How will you adapt to the rapidly changing developments in energy supply and demand? How does this relate to an already strained international economy?
Energy drives our economy, and the burning of fossil fuels is the acknowledged main culprit (See The Guardian article on IPCC report) of runaway climate change. If humanity is to have a chance to develop a sustainable and resilient way of life, we must begin by understanding the relationship between our energy consumption, the economies it drives, and the consequences for humanity and our environment.
What does this mean for your company, your family, your life? Major changes are happening now, but many of these “signals” are being glossed over and repackaged to prevent disrupting the economy, already in a deepening crisis since 2007. This “smoke” and these “mirrors” can be cleared by being informed, making intelligent decisions and choices easier for you and your company.
Some facts of our time in regard to fossil fuel energy use are:
– Energy Subsidies: (according to International Monetary Fund) for the fossil Fuel Industry are currently 1.9 Trillion “(2½ percent of global GDP or 8 percent of total government revenues)”. What would be the effect if these subsidies were going towards renewable energy?
– Stranded Assets: to “avoid a rise in global average temperature of more than 2°C above pre-industrial levels”, 80% of all fossil fuel reserves are unburnable.

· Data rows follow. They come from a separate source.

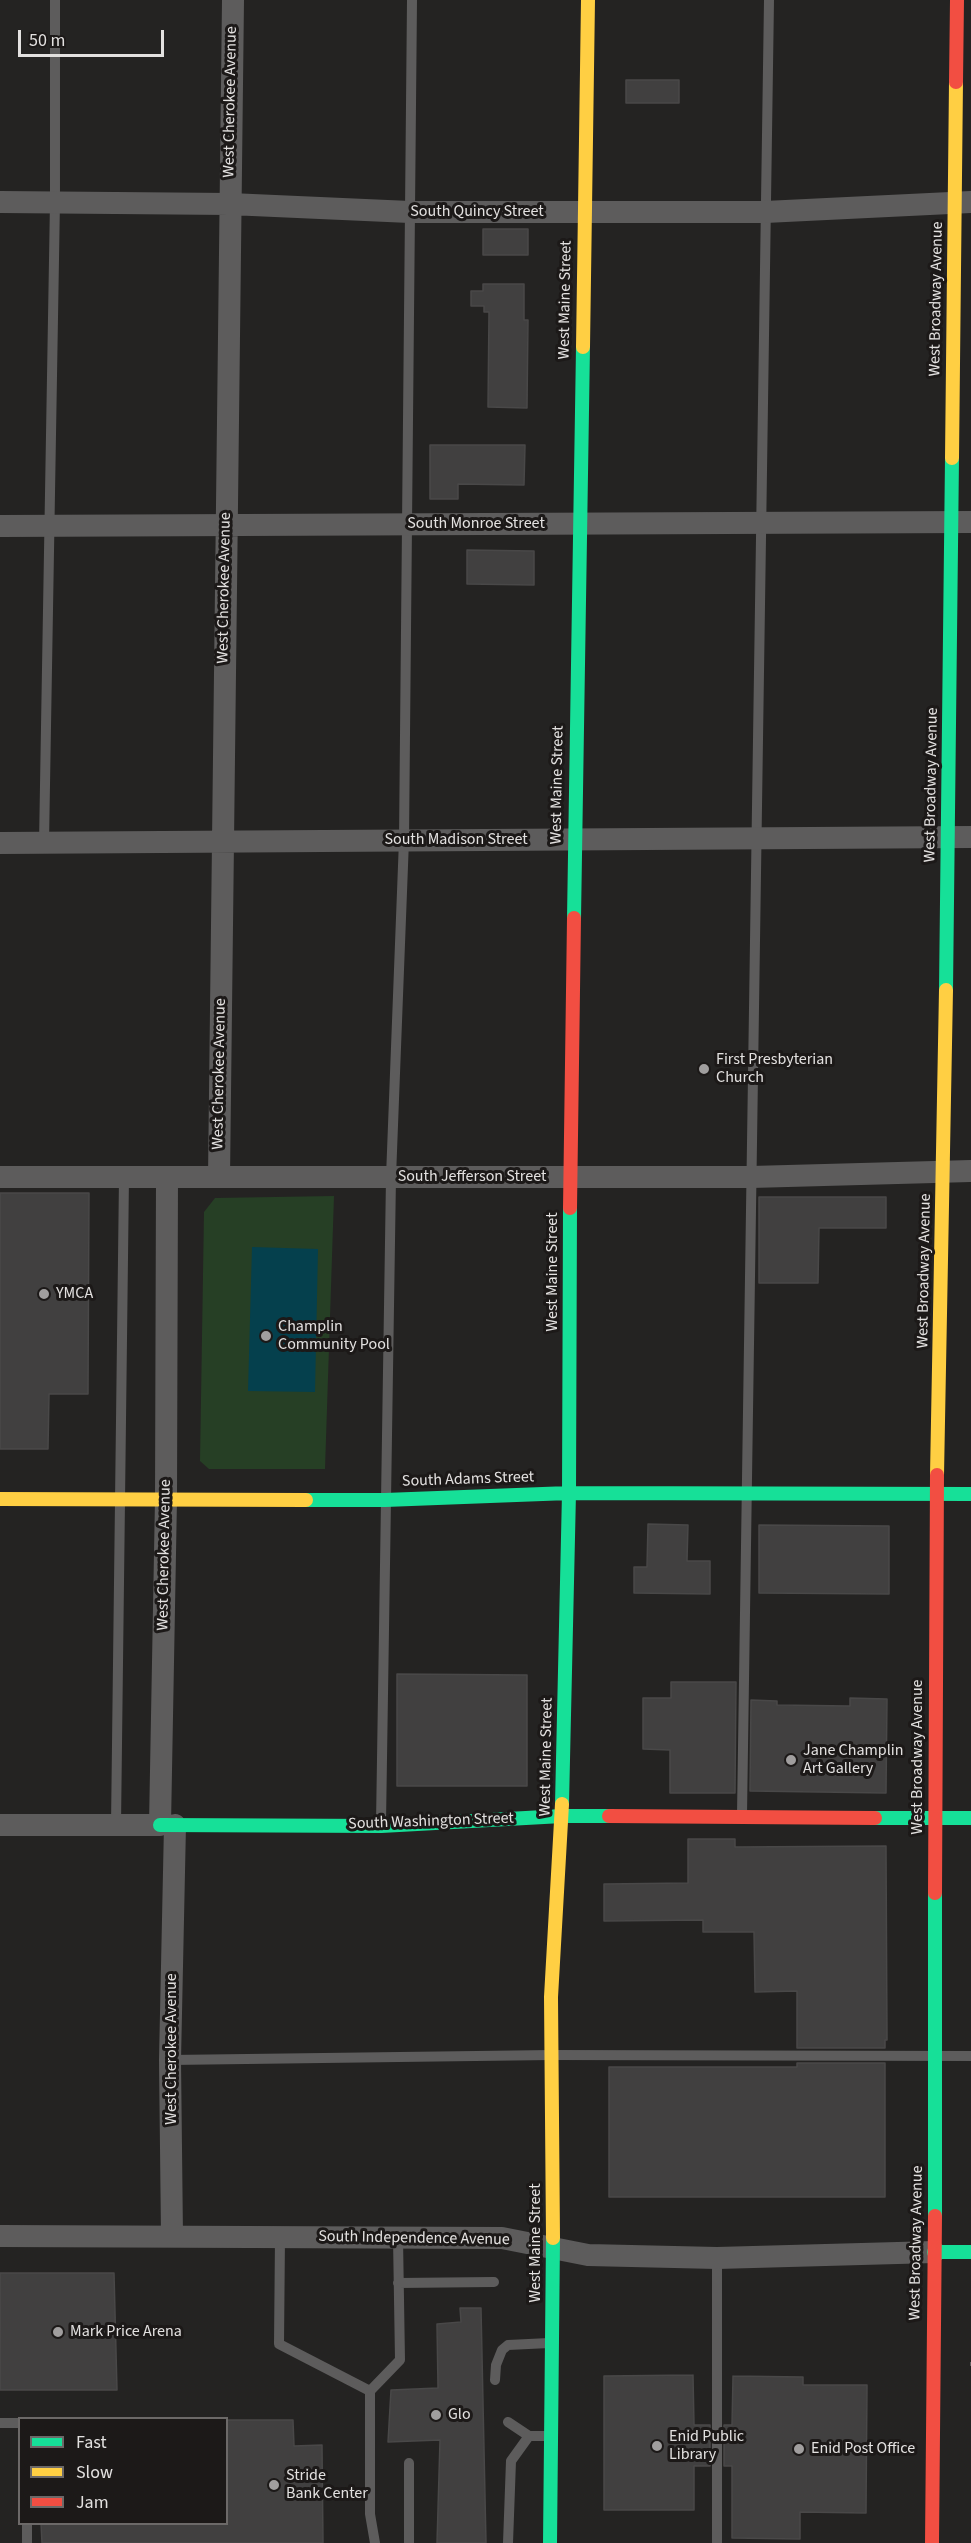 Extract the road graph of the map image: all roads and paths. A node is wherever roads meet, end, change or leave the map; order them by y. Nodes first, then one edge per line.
1 (55, 0) edge
2 (233, 0) edge
3 (412, 0) edge
4 (588, 0) edge
5 (769, 0) edge
6 (957, 0) edge
7 (55, 201) junction
8 (0, 202) edge
9 (963, 202) edge
10 (230, 204) junction
11 (410, 212) junction
12 (583, 212) junction
13 (765, 212) junction
14 (762, 522) junction
15 (961, 522) edge
16 (579, 523) junction
17 (406, 524) junction
18 (226, 525) junction
19 (0, 526) edge
20 (51, 526) junction
21 (948, 837) junction
22 (971, 837) edge
23 (756, 838) junction
24 (574, 839) junction
25 (404, 840) junction
26 (222, 842) junction
27 (0, 843) edge
28 (44, 843) junction
29 (944, 1171) junction
30 (971, 1171) edge
31 (0, 1177) edge
32 (124, 1177) junction
33 (167, 1177) junction
34 (219, 1177) junction
35 (391, 1177) junction
36 (570, 1177) junction
37 (751, 1177) junction
38 (747, 1492) junction
39 (569, 1493) junction
40 (936, 1493) junction
41 (971, 1494) edge
42 (0, 1499) edge
43 (119, 1499) junction
44 (166, 1499) junction
45 (385, 1500) junction
46 (562, 1816) junction
47 (742, 1817) junction
48 (934, 1818) junction
49 (971, 1818) edge
50 (0, 1825) edge
51 (117, 1825) junction
52 (167, 1825) junction
53 (381, 1826) junction
54 (552, 2055) junction
55 (936, 2056) junction
56 (971, 2056) edge
57 (170, 2060) junction
58 (0, 2236) edge
59 (172, 2236) junction
60 (280, 2237) junction
61 (398, 2238) junction
62 (553, 2248) junction
63 (933, 2252) junction
64 (971, 2252) edge
65 (717, 2258) junction
66 (494, 2282) dead end
67 (398, 2283) junction
68 (552, 2343) junction
69 (495, 2380) dead end
70 (370, 2391) junction
71 (508, 2422) dead end
72 (0, 2423) edge
73 (18, 2423) edge
74 (529, 2436) junction
75 (551, 2436) junction
76 (409, 2463) dead end
77 (27, 2525) edge
78 (27, 2543) edge
79 (375, 2543) edge
80 (409, 2543) edge
81 (508, 2543) edge
82 (550, 2543) edge
83 (717, 2543) edge
84 (932, 2543) edge

1 - 7 lane
2 - 10 street, West Cherokee Avenue
3 - 11 lane
4 - 12 main road, West Maine Street
5 - 13 lane
6 - 9 main road, West Broadway Avenue
7 - 8 street, South Quincy Street
7 - 10 street, South Quincy Street
7 - 20 lane
9 - 13 street, South Quincy Street
9 - 15 main road, West Broadway Avenue
10 - 11 street, South Quincy Street
10 - 18 street, West Cherokee Avenue
11 - 12 street, South Quincy Street
11 - 17 lane
12 - 13 street, South Quincy Street
12 - 16 main road, West Maine Street
13 - 14 lane
14 - 15 street, South Monroe Street
14 - 16 street, South Monroe Street
14 - 23 lane
15 - 21 main road, West Broadway Avenue
16 - 17 street, South Monroe Street
16 - 24 main road, West Maine Street
17 - 18 street, South Monroe Street
17 - 25 lane
18 - 20 street, South Monroe Street
18 - 26 street, West Cherokee Avenue
19 - 20 street, South Monroe Street
20 - 28 lane
21 - 22 street, South Madison Street
21 - 23 street, South Madison Street
21 - 29 main road, West Broadway Avenue
23 - 24 street, South Madison Street
23 - 37 lane
24 - 25 street, South Madison Street
24 - 36 main road, West Maine Street
25 - 26 street, South Madison Street
25 - 35 lane
26 - 28 street, South Madison Street
26 - 34 street, West Cherokee Avenue
27 - 28 street, South Madison Street
29 - 30 street, South Jefferson Street
29 - 37 street, South Jefferson Street
29 - 40 main road, West Broadway Avenue
31 - 32 street, South Jefferson Street
32 - 33 street, South Jefferson Street
32 - 43 lane
33 - 34 street, South Jefferson Street
33 - 44 street, West Cherokee Avenue
34 - 35 street, South Jefferson Street
35 - 36 street, South Jefferson Street
35 - 45 lane
36 - 37 street, South Jefferson Street
36 - 39 main road, West Maine Street
37 - 38 lane
38 - 39 main road, South Adams Street
38 - 40 main road, South Adams Street
38 - 47 lane
39 - 45 main road, South Adams Street
39 - 46 main road, West Maine Street
40 - 41 main road, South Adams Street
40 - 48 main road, West Broadway Avenue
42 - 43 main road, South Adams Street
43 - 44 main road, South Adams Street
43 - 51 lane
44 - 45 main road, South Adams Street
44 - 52 street, West Cherokee Avenue
45 - 53 lane
46 - 47 main road, South Washington Street
46 - 53 main road, South Washington Street
46 - 54 main road, West Maine Street
47 - 48 main road, South Washington Street
48 - 49 main road, South Washington Street
48 - 55 main road, West Broadway Avenue
50 - 51 street, South Washington Street
51 - 52 street, South Washington Street
52 - 53 main road, South Washington Street
52 - 57 street, West Cherokee Avenue
54 - 55 lane
54 - 57 lane
54 - 62 main road, West Maine Street
55 - 56 lane
55 - 63 main road, West Broadway Avenue
57 - 59 street, West Cherokee Avenue
58 - 59 street, South Independence Avenue
59 - 60 street, South Independence Avenue
60 - 61 street, South Independence Avenue
60 - 70 lane
61 - 62 street, South Independence Avenue
61 - 67 lane
62 - 65 street, South Independence Avenue
62 - 68 main road, West Maine Street
63 - 64 main road
63 - 65 street, South Independence Avenue
63 - 84 main road, West Broadway Avenue
65 - 83 lane
66 - 67 lane
67 - 70 lane
68 - 69 lane
68 - 75 main road, West Maine Street
70 - 79 lane
71 - 74 lane
72 - 73 lane
74 - 75 lane
74 - 81 lane
75 - 82 main road, West Maine Street
76 - 80 lane
77 - 78 lane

Continued burning – and investing in fossil fuels – will amount to a “Carbon Bubble” with devastating effects on the global economy.
Here are some selected articles from reliable sources, although rarely seen on the front pages of these major newspapers or headlining the evening news of the majors.
The article in the Los Angeles Times read (May 20, 2014): “U.S. officials cut estimate of recoverable Monterey Shale oil by 96%”
The estimate just one year earlier was said to “boost California’s gross domestic product by 14%, add $24.6 billion per year in tax revenue and generate 2.8 million new jobs.” The earlier estimate made the California Monterey Shale 2/3 of the US total recoverable shale oil reserves.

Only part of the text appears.